### Problem statement
Within the records that follow, count the lines containing the string "Asia". Reply only with the count.

↓↓↓

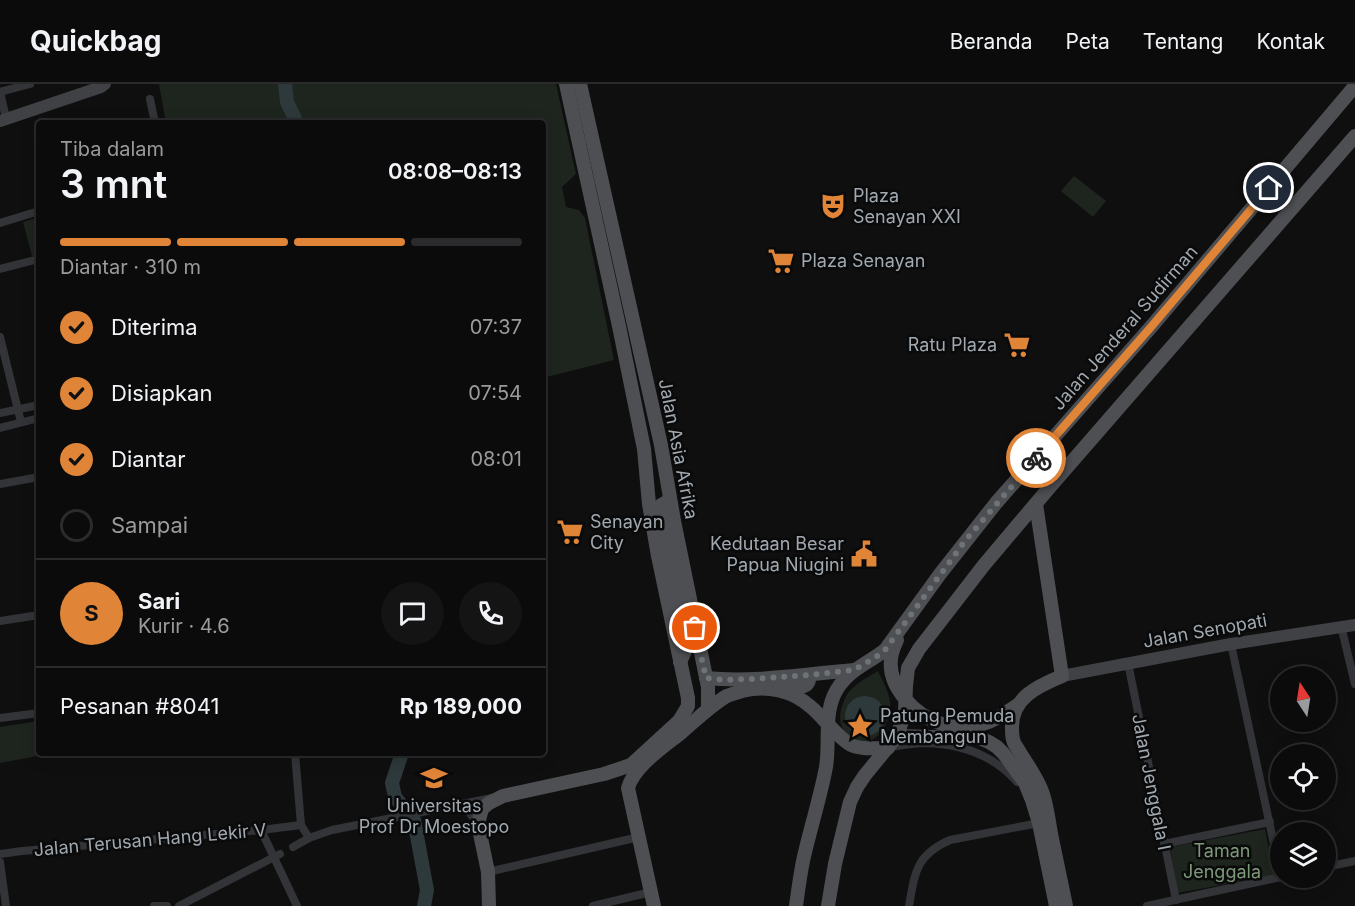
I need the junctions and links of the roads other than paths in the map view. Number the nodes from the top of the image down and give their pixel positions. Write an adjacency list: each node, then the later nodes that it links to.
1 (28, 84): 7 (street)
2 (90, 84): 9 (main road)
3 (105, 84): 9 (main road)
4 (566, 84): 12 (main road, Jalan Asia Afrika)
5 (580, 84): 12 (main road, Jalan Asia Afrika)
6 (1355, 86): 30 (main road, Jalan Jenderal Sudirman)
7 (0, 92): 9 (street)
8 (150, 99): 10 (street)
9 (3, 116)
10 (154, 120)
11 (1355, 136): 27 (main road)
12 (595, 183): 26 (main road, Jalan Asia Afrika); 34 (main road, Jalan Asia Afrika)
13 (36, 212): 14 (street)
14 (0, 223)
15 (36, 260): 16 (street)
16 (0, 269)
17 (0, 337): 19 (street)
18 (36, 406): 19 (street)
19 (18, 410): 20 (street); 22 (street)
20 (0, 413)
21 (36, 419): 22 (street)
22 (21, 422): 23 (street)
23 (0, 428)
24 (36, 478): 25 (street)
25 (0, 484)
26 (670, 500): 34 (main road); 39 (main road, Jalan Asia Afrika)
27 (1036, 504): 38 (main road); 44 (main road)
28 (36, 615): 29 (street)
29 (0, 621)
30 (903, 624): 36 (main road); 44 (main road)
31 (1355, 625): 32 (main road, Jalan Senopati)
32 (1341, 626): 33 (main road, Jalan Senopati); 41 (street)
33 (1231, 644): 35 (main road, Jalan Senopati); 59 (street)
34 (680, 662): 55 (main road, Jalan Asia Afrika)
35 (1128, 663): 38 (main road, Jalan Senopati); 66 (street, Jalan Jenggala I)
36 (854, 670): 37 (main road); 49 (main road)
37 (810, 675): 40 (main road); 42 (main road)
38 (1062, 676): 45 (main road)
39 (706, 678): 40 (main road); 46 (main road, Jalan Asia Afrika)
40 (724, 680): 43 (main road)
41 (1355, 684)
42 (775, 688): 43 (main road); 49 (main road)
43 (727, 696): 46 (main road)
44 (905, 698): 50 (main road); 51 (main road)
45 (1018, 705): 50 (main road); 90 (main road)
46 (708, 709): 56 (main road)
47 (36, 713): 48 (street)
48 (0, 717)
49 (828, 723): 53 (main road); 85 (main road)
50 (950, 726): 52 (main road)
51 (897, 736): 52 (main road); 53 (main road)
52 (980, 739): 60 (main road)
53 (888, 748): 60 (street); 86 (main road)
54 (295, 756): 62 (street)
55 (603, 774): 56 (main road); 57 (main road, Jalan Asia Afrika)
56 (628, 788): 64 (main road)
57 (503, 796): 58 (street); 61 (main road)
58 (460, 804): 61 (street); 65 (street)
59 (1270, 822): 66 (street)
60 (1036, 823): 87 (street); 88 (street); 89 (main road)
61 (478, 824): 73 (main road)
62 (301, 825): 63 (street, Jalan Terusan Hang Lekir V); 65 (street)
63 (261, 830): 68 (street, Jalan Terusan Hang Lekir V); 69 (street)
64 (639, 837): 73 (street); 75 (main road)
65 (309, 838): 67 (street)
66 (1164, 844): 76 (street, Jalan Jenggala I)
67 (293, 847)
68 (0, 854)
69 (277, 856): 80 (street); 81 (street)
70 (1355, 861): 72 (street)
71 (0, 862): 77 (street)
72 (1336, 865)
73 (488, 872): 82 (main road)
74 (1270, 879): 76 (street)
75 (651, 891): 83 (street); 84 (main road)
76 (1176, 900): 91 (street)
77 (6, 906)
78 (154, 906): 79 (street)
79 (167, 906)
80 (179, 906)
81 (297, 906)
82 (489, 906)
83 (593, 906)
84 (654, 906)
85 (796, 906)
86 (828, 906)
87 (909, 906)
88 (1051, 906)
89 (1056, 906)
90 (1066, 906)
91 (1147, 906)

↑↑↑

### Result
7